Soak the grain for at approx 8-12 (if using buckwheat only soak about 1-2 hours as it will get water logged) hours then rinse very well (here's where the colander makes it very easy!). Rinse bowl and drain. Allow colander of wheat to drain a minute or two so only wet but no more dripping. Place colander of wheat back in dry bowl and cover w/ plate, plastic bag, dish towel, anything. Repeat rinsing twice per day (or 3 times if it is very warm). You just want them to stay damp and get rinsed off so kooties don't grow but the wheat does.
As soon as the sprout part (white tail) is between the length of the brown berry to twice as long, it is time to make bread. This size gives best flavor. Less and it is too 'floury' and longer it gets too 'green' tasting and dense w/ nasty fibers.

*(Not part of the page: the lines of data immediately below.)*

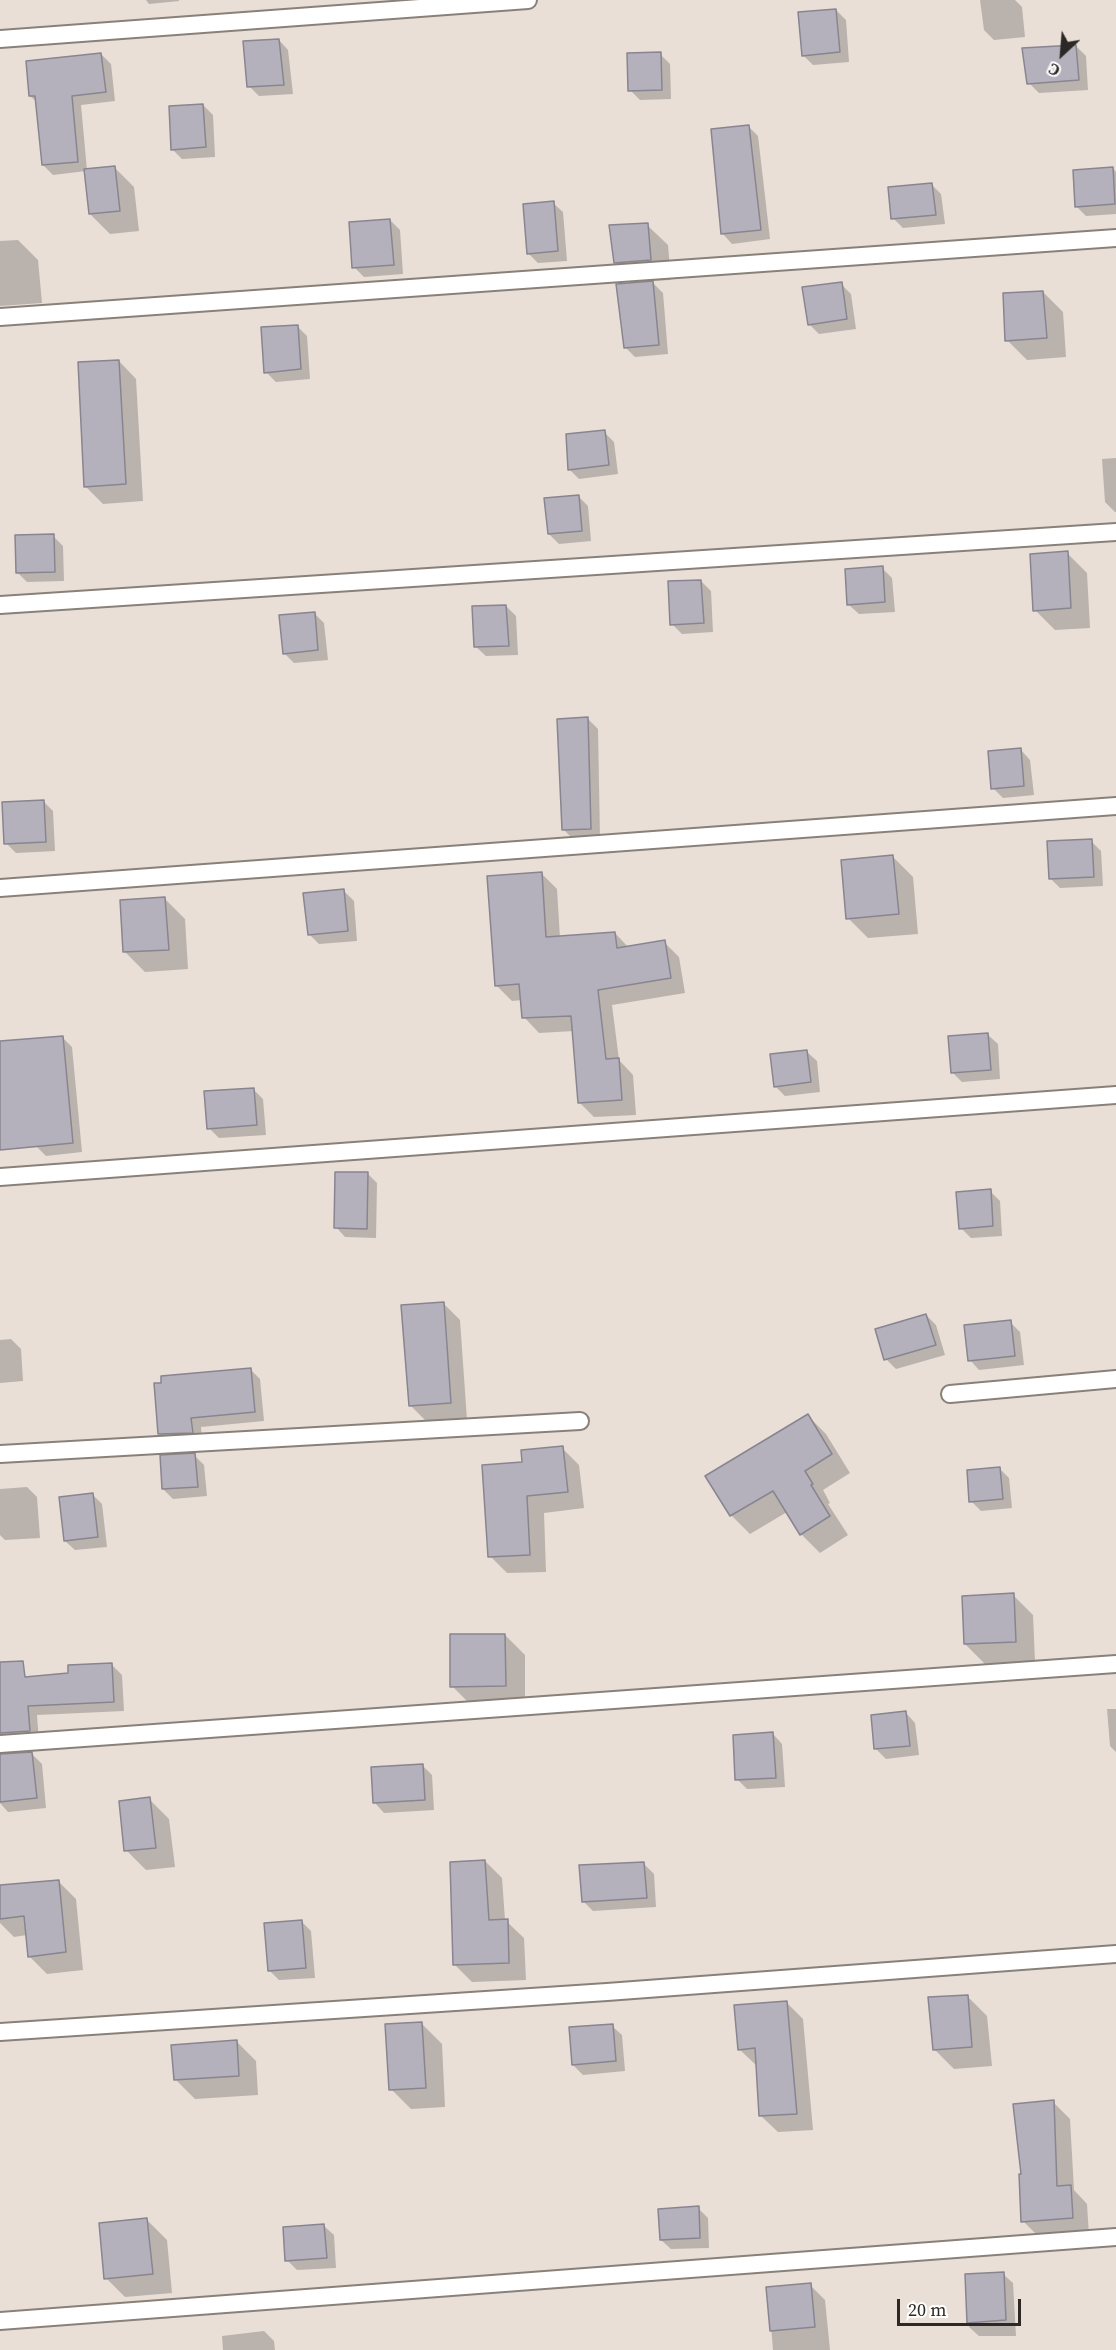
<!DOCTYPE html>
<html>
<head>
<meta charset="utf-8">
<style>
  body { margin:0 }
  #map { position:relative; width:1116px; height:2350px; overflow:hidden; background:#e9dfd7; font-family:"Source Serif 4",serif }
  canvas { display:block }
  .north { position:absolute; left:1032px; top:24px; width:60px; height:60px; -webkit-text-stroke:4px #fff; paint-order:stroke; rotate:206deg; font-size:16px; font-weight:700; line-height:24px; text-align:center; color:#2b2825 }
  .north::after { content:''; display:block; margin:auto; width:21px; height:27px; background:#2b2825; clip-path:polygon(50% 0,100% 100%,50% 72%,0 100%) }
  .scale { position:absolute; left:897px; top:2299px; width:124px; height:27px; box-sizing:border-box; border:3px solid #2b2825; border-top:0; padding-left:8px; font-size:18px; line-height:21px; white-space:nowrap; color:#2b2825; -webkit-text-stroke:4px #fff; paint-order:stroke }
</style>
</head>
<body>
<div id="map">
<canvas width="1116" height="2350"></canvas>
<div class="north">С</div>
<div class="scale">20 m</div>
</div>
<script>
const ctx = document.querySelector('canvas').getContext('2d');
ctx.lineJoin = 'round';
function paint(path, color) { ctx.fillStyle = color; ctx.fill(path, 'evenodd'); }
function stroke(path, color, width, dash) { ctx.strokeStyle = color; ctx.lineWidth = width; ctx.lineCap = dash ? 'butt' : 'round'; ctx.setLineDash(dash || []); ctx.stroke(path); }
const shadow = new Path2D(`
  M146 0H179V1L149 4Z
  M980 0H1015L1022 7 1025 37 994 40 984 30Z
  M836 10 846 20 849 62 813 65 803 55Z
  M279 40 288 50 293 94 259 96 249 86Z
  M1076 46 1086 56 1088 90 1039 93 1029 83Z
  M101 54 111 64 115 101 81 105 87 170 114 167 134 187 139 231 110 234 90 214 86 171 53 175 43 165 38 103 30 96Z
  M660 54 670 64 671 99 640 100 630 90Z
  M203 105 213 115 215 157 182 159 172 149Z
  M748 126 758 136 770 239 732 244 723 234Z
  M1113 168 1116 172V214L1086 216 1076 206Z
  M931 184 941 194 945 224 903 228 893 218Z
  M553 203 563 212 567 261 538 263 528 253Z
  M390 220 400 230 403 274 364 277 354 267Z
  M647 225 668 245 671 280 651 281 663 293 668 354 635 357 625 347 637 284 615 262Z
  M18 240 38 260 42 303 0 306V241Z
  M841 284 851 294 856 329 819 334 809 324Z
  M1043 292 1063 312 1066 357 1027 360 1007 340Z
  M297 326 307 336 310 379 276 382 266 372Z
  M119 361 136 379 143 501 103 504 86 487Z
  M604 432 614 442 618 474 579 479 569 469Z
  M1116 458V512H1115L1105 502 1102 459Z
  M578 496 588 506 591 541 559 544 549 534Z
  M53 536 63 546 64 581 27 582 17 572Z
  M1067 553 1087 573 1090 628 1055 630 1035 610Z
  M882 568 892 578 895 612 859 614 849 605Z
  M701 581 711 591 713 632 682 634 672 624Z
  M506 606 516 616 518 655 486 656 476 647Z
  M314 613 324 623 328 660 294 663 284 653Z
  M588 719 598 729 600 838 573 839 563 829Z
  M1021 750 1030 760 1034 795 1003 798 993 788Z
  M43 801 53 811 55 851 16 853 6 843Z
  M1091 841 1101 851 1103 886 1060 888 1050 878Z
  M893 857 913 877 918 934 868 938 848 918Z
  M542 874 557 889 560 938 615 933 629 948 664 942 679 957 685 993 612 1005 619 1060 633 1075 636 1115 594 1117 579 1102 574 1031 539 1033 524 1017 522 1000 512 1001 497 986Z
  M344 891 354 901 357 941 319 944 309 934Z
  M165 899 185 919 188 969 145 972 125 952Z
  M988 1035 998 1044 1000 1079 962 1082 953 1073Z
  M62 1037 72 1047 82 1152 46 1156 36 1146Z
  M807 1052 817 1061 820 1092 785 1096 775 1086Z
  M253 1089 263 1099 266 1135 219 1138 209 1128Z
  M367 1173 377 1183 376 1238 345 1237 336 1227Z
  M990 1191 1000 1201 1002 1236 971 1238 961 1228Z
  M443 1303 460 1320 467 1420 427 1422 410 1405Z
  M926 1315 936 1325 945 1355 896 1369 886 1359Z
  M1010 1322 1020 1332 1024 1365 979 1370 970 1360Z
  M11 1339 21 1349 23 1381 0 1383V1340Z
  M250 1369 260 1379 264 1421 201 1427 202 1442 169 1444 159 1434 163 1384Z
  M808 1416 826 1434 850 1473 823 1490 830 1503 828 1504 848 1535 820 1553 801 1534 787 1512 750 1534 731 1515 708 1476Z
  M562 1448 579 1465 584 1508 544 1513 546 1572 507 1573 490 1556 524 1464Z
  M194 1455 204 1465 207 1496 173 1499 163 1489Z
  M999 1468 1009 1478 1012 1508 981 1511 971 1501Z
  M27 1487 37 1497 40 1538 5 1540 0 1535V1489Z
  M92 1494 102 1504 107 1547 75 1550 65 1541Z
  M1013 1595 1033 1615 1035 1661 985 1664 965 1644Z
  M505 1635 525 1655V1706H472L452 1686Z
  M112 1665 122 1675 124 1711 37 1715 39 1741 0 1746V1681L70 1675Z
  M1107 1709H1116V1752L1110 1746Z
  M906 1713 915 1723 919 1755 886 1759 876 1749Z
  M773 1734 782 1744 785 1787 747 1789 737 1779Z
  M32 1754 42 1764 46 1808 8 1812 0 1803V1756Z
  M422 1765 432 1775 434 1810 384 1813 375 1803Z
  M149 1799 169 1819 175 1867 146 1870 126 1850Z
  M485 1861 502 1878 505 1920 524 1938 526 1980 472 1982 455 1965Z
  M644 1864 654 1874 656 1907 593 1911 583 1901Z
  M58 1881 76 1899 83 1970 47 1974 29 1956 27 1935 14 1937 0 1923V1887Z
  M302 1922 311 1931 315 1978 279 1980 269 1970Z
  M967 1996 987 2016 992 2066 954 2069 934 2049Z
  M786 2002 803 2019 813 2130 778 2132 761 2116 757 2066 739 2049Z
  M422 2024 442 2044 445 2107 411 2109 391 2089Z
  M612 2026 622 2035 625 2071 583 2075 573 2065Z
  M236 2041 256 2061 258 2095 195 2099 175 2079Z
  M1053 2102 1070 2119 1074 2190 1087 2204 1089 2235 1040 2238 1023 2221V2176Z
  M698 2208 708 2218 709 2248 671 2249 661 2240Z
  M147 2220 167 2240 172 2293 125 2297 105 2277Z
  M324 2226 334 2235 336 2268 297 2270 287 2260Z
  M1003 2274 1013 2283 1016 2336H979L969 2327 966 2275Z
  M810 2285 825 2300 830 2350H773L768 2289Z
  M264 2331 274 2341 275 2350H223L222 2336Z`);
const building = new Path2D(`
  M836 9 840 52 802 56 798 12Z
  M279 39 284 85 247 87 243 41Z
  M1076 45 1079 80 1027 84 1022 48Z
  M661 52 662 90 628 91 627 53Z
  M101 53 106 92 72 96 78 162 42 165 35 96H29L26 61Z
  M203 104 206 147 171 150 169 106Z
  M749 125 761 230 721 234 711 129Z
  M115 166 120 211 89 214 84 169Z
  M1113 167 1115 204 1075 207 1073 170Z
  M932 183 936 215 891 219 888 187Z
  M554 201 558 251 527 254 523 204Z
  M390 219 394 265 352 268 349 222Z
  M648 223 651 260 614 263 609 225Z
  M653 281 659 345 624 348 616 284Z
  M842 282 847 319 808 325 802 287Z
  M1043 291 1047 338 1005 341 1003 293Z
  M298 325 301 369 264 373 261 327Z
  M119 360 126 484 84 487 78 362Z
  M605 430 609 465 568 470 566 434Z
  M579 495 582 531 548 534 544 498Z
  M54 534 55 572 16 573 15 535Z
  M1068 551 1071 608 1033 611 1030 554Z
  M883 566 885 602 847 605 845 569Z
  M701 580 704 623 670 625 668 581Z
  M506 605 509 646 474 647 472 606Z
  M315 612 318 650 283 654 279 615Z
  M588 717 591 829 562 830 557 719Z
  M1021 748 1024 786 991 789 988 751Z
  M44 800 46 842 4 844 2 802Z
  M1092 839 1094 877 1049 879 1047 841Z
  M893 855 899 914 846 919 841 860Z
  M542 872 546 937 615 932 617 948 665 940 671 978 598 990 606 1059 619 1058 622 1100 578 1103 571 1016 522 1018 519 984 495 986 487 876Z
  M344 889 348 931 308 935 303 893Z
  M165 897 169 950 123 952 120 900Z
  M988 1033 991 1070 951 1073 948 1036Z
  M63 1036 73 1143 0 1150V1041Z
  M807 1050 811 1082 774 1087 770 1054Z
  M254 1088 257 1125 207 1129 204 1091Z
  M335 1172H368L367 1229 334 1228Z
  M991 1189 993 1226 959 1229 956 1192Z
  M444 1302 451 1403 409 1406 401 1305Z
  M926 1314 936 1345 884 1360 875 1329Z
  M1011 1320 1015 1356 968 1361 964 1325Z
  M251 1368 255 1412 191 1418 193 1433 158 1434 154 1383H161V1376Z
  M808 1414 832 1454 805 1471 813 1484 811 1485 830 1516 800 1535 773 1491 730 1516 705 1476Z
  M563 1446 568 1492 527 1496 530 1555 488 1557 482 1465 522 1462 521 1450Z
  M195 1453 198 1487 162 1489 160 1455Z
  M1000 1467 1003 1499 969 1502 967 1470Z
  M93 1493 98 1537 64 1541 59 1497Z
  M1014 1593 1016 1642 964 1644 962 1596Z
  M450 1634H505L506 1686 450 1687Z
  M23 1661 25 1677 68 1673V1665L112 1663 114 1702 28 1706 30 1731 0 1733V1662Z
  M906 1711 910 1746 874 1749 871 1715Z
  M773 1732 776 1778 735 1780 733 1735Z
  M32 1752 37 1798 0 1802V1754Z
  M423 1764 425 1800 373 1803 371 1767Z
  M150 1797 156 1848 124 1851 119 1801Z
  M485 1860 489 1920 508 1919 509 1963 453 1965 450 1862Z
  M644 1862 647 1898 582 1902 579 1865Z
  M59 1880 66 1952 28 1957 24 1916 0 1919V1885Z
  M302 1920 306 1968 268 1971 264 1923Z
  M968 1995 972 2047 933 2050 928 1997Z
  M787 2001 797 2114 759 2116 755 2048 738 2050 734 2005Z
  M422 2022 426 2088 389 2090 385 2024Z
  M613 2024 616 2061 572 2065 569 2027Z
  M237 2040 239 2076 174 2080 171 2045Z
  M1054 2100 1057 2186 1071 2185 1073 2218 1021 2222 1019 2174H1021L1013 2104Z
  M699 2206 700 2238 660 2240 658 2209Z
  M147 2218 153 2274 104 2279 99 2223Z
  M324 2224 327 2258 285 2261 283 2227Z
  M1004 2272 1006 2320 967 2323 965 2274Z
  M811 2283 815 2327 770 2331 766 2287Z`);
const lane = new Path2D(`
  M0 39 528 0
  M0 317 1116 238
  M0 605 1116 532
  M0 888 1116 806
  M0 1177 1116 1095
  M950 1394 1116 1379
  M0 1454 580 1421
  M0 1744 1116 1664
  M0 2032 607 1992 1116 1954
  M0 2321 1116 2237`);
paint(shadow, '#0003');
paint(building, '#b4b1bc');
stroke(building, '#888590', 1.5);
stroke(lane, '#898179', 20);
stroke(lane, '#fff', 16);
</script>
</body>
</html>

Easiest method is grind in food processor. If you don't have one, a hand cranked meat grinder will work well. I suspect a Champion Juicer w/ nut butter making shield in place will also work. Grind until chunky smooth. You want to have a dough ball that sort of chases itself around in the food processor. You may need to grind in 2 or 3 batches to fit the food processor so just save it up in a mixing bowl. Dough will be uneven, little pieces of wheat berries and sticky, doughy stuff. Feel free to add anything you can imagine i.e. nuts, seeds, dried fruit bits, grated carrots, etc.
With water wet hands, shape into flattish loaves on cookie sheet, not too big so they cook/dry well (check out size in stores). I use 1/2 cup measure to control loaf/portions size. I use parchment paper as they will stick pretty badly unless you do that or use grease which I don't want to do. What shape the loaves are in will have a big effect on final product. If fairly thin 1/4-3/8 inch, chewier and less moist in side, if thicker, more moist inside.
Oven time: You can also make in dehydrator, it will just take longer at lower temp and not have the same “crust” (I like the crust). Lowest temp it will go. Mine sits at 170 degrees measured w/ candy making thermometer; same temp it says on oven's dig read out. At that temp, I have found 3 to 3 1/2 hours about right (varies with moisture content at start of course). Longer gets more crust, shorter time gets softer and less enzyme destruction. You can also make thin, flat sheet and get sort of all crust, cracker type result. You have to experiment a bit with this part as oven temps will vary and also wetness of your dough is a factor. Good idea, about 3/4 of the way through baking, peel off parchment by gently inserting a wide, stiff, thin spatula under each loaf from its edge and flip them over so both sides get the heat treatment and consolidate, they form a skin, almost a crust.
Store in fridge for about 5 days maybe a week, or freeze because this is pretty live and quite perishable.